Sunday, April 5, 2026

Defending Asia Has Gotten Harder

Why Nuclear Deterrence in Asia Is Collapsing

By Patrick M. Cronin, Asia-Pacific Security Chair at the Hudson Institute, Scholar in Residence at Carnegie Mellon University’s Institute for Strategy and Technology (CMIST), and APP Member.

First Published March 31, 2026 on The National Interest

As the 2027 “Davidson window” approaches, Washington appears less concerned about deterrence failure in Asia than at any point in recent years. The phrase, drawn from former US Indo-Pacific commander Admiral Philip Davidson’s warning about China’s timeline for achieving combat readiness for a Taiwan contingency, once became shorthand for fears of imminent conflict, especially in the wake of Russia’s invasion of Ukraine.

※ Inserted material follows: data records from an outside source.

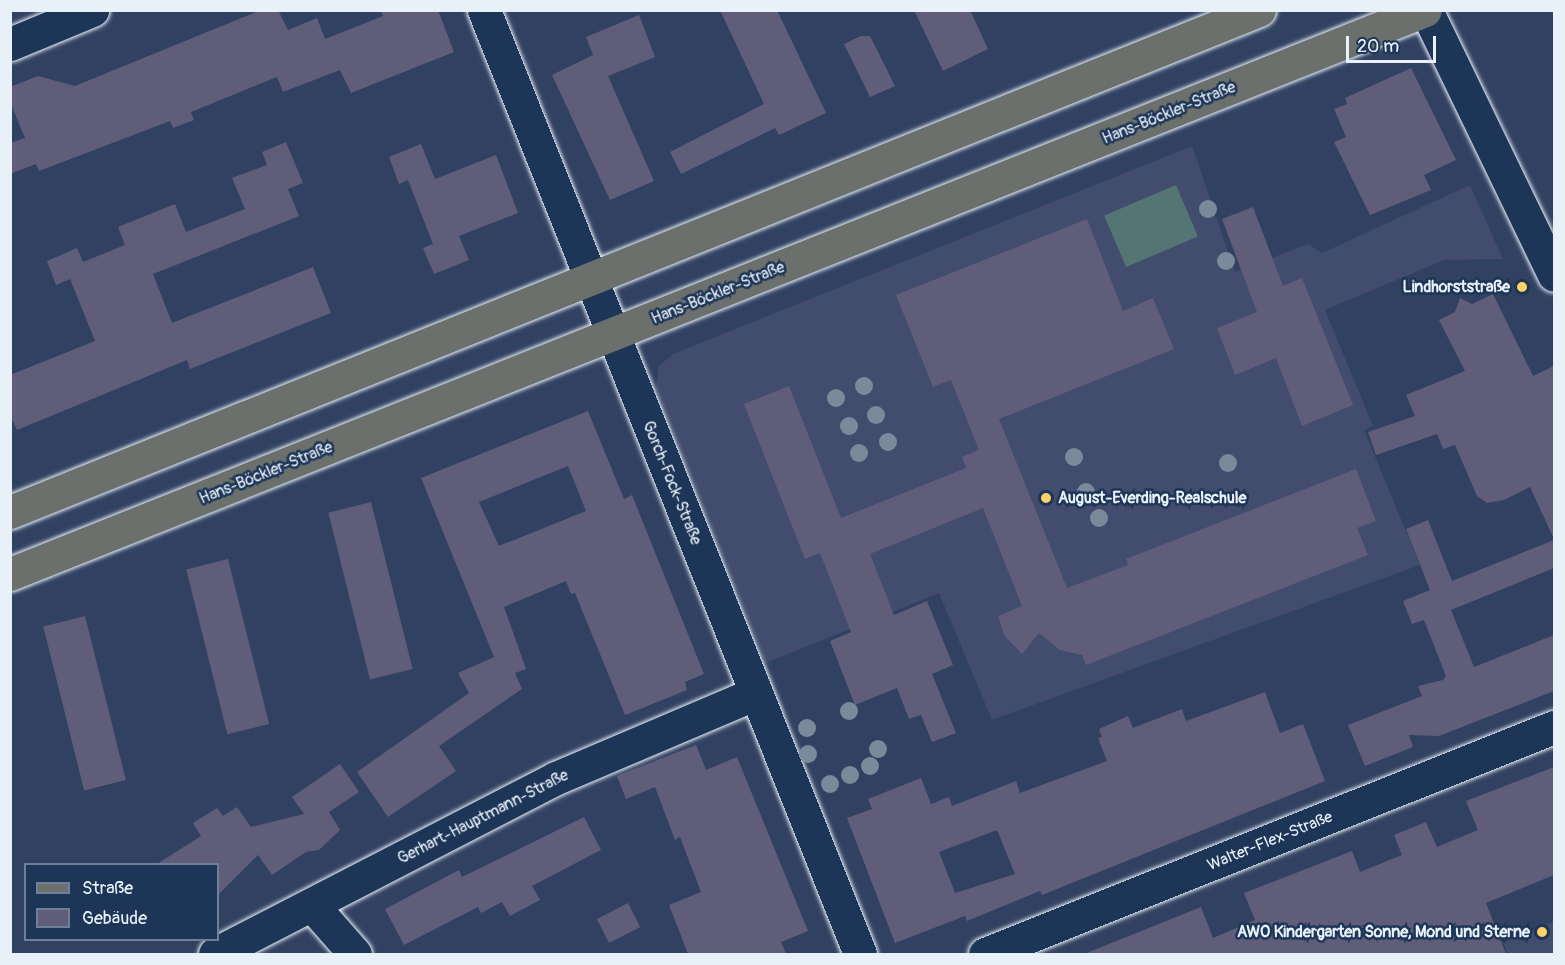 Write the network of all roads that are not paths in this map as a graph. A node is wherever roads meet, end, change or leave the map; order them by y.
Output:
1 (92, 10) edge
2 (484, 10) edge
3 (1259, 10) edge
4 (1425, 10) edge
5 (10, 44) edge
6 (1554, 275) edge
7 (592, 281) junction
8 (612, 335) junction
9 (10, 512) edge
10 (10, 574) edge
11 (756, 693) junction
12 (1554, 727) edge
13 (312, 905) junction
14 (215, 954) edge
15 (355, 954) edge
16 (860, 954) edge
17 (985, 954) edge

1 - 5 street
2 - 7 street, Gorch-Fock-Straße
3 - 7 main road
4 - 6 street
4 - 8 main road, Hans-Böckler-Straße
7 - 8 street, Gorch-Fock-Straße
7 - 9 main road
8 - 10 main road, Hans-Böckler-Straße
8 - 11 street, Gorch-Fock-Straße
11 - 13 street, Gerhart-Hauptmann-Straße
11 - 16 street, Gorch-Fock-Straße
12 - 17 street, Walter-Flex-Straße
13 - 14 street, Gerhart-Hauptmann-Straße
13 - 15 street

Yet “deterrence” is scarcely mentioned in the US Intelligence Community’s 2026 Annual Threat Assessment, the intelligence community’s capstone document. While it notes that Beijing’s ambitions over Taiwan remain undiminished, it asserts that “Chinese leaders do not currently plan to execute an invasion of Taiwan in 2027, nor do they have a fixed timeline for achieving unification.” The intelligence community appears to have embraced a view of Xi Jinping’s strategy as gradual, positional, and political, aimed at tightening control over what Beijing calls a rogue province, even though the People’s Republic of China has never governed Taiwan.


Admiral Davidson’s warning was never a prediction of impending war. It was a caution about the convergence of two trends: China’s military modernization milestone in 2027 and a potentially declining US force posture, which could create a gap in deterrence. Ironically, on the eve of the People’s Liberation Army’s centenary in 2027, Washington risks becoming overly sanguine about the durability of deterrence in the Indo-Pacific.


Although the Annual Threat Assessment reflects reasonable analytical caution, it risks strategic complacency.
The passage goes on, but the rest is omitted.